A picture = a thousand words

The left operator shows the correct result while the right one is showing results calculated using the code from rerunning the prompt above.

[brandomr]

@liunelson looking into these....in the first comment, is that code correct?
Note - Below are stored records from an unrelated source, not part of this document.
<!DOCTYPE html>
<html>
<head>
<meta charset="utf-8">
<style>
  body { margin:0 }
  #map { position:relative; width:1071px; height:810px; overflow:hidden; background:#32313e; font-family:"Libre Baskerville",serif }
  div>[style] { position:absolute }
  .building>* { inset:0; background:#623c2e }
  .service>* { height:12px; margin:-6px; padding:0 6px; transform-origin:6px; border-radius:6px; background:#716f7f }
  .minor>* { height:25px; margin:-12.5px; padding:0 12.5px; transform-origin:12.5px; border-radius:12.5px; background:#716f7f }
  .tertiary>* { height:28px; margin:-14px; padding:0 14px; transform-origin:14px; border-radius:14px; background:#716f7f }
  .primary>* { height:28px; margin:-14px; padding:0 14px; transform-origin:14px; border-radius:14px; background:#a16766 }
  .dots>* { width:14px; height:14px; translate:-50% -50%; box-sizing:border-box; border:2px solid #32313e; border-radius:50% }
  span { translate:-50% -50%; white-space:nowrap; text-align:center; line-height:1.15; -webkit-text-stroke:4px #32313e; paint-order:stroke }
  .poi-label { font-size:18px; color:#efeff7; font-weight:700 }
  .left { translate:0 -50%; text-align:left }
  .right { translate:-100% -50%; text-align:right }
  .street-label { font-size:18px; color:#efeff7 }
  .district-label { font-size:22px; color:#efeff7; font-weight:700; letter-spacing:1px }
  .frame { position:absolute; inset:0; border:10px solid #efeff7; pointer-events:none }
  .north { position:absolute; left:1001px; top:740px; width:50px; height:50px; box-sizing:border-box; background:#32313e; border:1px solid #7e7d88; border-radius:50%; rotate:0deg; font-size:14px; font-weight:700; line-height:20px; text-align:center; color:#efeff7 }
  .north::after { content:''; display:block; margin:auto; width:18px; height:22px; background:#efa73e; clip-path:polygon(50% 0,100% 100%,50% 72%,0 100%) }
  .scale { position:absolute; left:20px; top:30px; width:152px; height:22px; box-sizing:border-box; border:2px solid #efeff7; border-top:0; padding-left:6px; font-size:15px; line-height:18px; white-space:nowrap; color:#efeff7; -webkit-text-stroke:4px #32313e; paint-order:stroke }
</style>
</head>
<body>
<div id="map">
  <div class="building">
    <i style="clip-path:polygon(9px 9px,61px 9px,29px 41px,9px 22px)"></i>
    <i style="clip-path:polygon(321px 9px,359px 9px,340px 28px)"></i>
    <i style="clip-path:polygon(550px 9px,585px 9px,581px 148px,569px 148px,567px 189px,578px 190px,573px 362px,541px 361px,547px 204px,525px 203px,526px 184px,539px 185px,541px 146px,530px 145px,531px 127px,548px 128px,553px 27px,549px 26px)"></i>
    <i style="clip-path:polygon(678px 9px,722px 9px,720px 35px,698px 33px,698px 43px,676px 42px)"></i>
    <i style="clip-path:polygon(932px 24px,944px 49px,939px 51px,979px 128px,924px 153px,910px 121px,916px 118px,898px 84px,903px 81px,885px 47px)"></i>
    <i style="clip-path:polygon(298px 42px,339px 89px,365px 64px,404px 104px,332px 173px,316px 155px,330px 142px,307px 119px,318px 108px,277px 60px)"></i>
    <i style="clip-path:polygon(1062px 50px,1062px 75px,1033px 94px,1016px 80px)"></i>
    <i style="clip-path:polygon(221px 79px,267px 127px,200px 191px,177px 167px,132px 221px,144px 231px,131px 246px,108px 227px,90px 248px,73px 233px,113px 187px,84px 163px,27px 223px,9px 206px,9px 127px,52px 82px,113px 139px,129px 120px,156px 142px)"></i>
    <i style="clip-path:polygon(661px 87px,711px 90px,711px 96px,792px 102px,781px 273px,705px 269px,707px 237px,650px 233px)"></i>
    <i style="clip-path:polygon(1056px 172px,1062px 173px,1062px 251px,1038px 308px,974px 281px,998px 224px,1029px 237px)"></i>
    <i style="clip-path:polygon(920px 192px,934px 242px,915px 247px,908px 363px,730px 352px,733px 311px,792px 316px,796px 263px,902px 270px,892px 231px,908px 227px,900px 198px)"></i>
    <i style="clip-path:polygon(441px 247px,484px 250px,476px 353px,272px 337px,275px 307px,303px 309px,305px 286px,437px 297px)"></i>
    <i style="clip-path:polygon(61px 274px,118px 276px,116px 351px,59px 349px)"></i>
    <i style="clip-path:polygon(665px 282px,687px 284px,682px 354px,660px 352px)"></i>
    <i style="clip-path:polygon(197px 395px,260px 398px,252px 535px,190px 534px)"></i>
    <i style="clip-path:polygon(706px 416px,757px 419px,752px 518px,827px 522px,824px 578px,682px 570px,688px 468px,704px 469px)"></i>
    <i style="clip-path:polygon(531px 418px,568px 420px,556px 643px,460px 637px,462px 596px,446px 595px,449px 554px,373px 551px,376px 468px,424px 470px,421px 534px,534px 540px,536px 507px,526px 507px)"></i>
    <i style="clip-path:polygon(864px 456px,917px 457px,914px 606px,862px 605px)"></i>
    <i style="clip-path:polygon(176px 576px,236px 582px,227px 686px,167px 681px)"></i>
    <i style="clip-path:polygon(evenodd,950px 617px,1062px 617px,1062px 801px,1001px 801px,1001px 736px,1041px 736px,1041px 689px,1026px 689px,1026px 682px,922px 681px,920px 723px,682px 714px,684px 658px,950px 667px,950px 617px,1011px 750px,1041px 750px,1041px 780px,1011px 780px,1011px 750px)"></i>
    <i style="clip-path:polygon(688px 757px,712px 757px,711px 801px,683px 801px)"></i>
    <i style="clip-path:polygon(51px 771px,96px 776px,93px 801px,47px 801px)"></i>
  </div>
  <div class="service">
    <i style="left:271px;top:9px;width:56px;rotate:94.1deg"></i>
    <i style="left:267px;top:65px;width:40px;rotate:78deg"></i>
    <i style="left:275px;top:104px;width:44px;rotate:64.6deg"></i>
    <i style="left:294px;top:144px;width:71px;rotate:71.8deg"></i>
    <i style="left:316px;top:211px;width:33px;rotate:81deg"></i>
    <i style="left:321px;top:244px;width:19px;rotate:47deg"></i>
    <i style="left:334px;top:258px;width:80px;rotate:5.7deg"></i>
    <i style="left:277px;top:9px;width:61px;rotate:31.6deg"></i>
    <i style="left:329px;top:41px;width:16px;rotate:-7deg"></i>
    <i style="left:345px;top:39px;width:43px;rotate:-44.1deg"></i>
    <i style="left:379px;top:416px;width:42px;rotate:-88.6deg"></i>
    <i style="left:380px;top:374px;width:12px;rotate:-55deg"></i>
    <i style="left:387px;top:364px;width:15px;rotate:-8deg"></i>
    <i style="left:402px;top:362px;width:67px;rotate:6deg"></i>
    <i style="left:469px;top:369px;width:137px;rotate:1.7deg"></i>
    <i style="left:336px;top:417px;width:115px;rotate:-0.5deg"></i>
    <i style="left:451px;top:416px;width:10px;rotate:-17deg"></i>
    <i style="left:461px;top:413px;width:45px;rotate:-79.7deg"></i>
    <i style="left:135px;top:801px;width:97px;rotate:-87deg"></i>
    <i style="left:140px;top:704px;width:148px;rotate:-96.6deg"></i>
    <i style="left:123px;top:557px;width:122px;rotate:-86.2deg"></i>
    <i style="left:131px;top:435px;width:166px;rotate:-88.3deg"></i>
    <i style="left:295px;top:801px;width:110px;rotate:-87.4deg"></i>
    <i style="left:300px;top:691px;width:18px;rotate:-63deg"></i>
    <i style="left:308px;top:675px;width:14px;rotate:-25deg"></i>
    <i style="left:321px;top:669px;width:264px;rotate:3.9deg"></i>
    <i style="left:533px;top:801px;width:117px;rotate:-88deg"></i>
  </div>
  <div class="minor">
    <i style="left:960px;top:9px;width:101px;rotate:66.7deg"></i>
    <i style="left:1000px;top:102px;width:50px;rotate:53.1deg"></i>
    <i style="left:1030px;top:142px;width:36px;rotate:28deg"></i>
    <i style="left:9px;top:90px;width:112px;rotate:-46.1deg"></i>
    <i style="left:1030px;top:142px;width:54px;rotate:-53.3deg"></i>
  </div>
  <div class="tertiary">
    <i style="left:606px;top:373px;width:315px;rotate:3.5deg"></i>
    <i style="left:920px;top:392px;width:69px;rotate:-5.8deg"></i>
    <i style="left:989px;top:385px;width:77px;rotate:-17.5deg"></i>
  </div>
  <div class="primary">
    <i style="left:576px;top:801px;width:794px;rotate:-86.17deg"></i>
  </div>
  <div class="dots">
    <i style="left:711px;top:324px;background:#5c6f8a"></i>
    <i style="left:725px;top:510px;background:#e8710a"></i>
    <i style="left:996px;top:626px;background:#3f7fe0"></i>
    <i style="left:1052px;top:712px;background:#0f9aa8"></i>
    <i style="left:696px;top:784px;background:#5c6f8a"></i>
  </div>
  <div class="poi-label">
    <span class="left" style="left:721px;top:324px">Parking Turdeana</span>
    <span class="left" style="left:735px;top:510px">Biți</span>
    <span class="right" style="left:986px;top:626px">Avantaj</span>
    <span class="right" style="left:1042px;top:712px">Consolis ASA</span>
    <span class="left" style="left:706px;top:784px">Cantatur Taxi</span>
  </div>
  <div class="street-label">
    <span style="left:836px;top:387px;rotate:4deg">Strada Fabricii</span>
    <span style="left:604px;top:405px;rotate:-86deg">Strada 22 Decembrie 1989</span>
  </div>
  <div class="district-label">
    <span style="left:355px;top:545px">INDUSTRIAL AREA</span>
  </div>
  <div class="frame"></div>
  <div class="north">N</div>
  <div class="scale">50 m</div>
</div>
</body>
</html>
If not, do you have the corrected code by any chance?

[brandomr]

@liunelson are you testing with these datasets:

{"d1":"2fb95ea8-8e71-47c6-b6a9-9c2d6d31484e",
"d2": "06a36516-f4ad-4233-a5fe-dd4a2e3343cd",
"d3":"561b00ad-331f-4d0c-8eb2-0dd813290eef"}

The issue is that they have a bunch of locations so need to be filtered first (e.g. to just United States). In that plot on the right in your screenshot I think what we're seeing is a whole bunch of values for the same date (due to multiple locations on that date). Still poking at it to confirm though

[brandomr]

@liunelson testing with those datasets I referenced above (staging) everything seems to work for me just fine once I filter for location.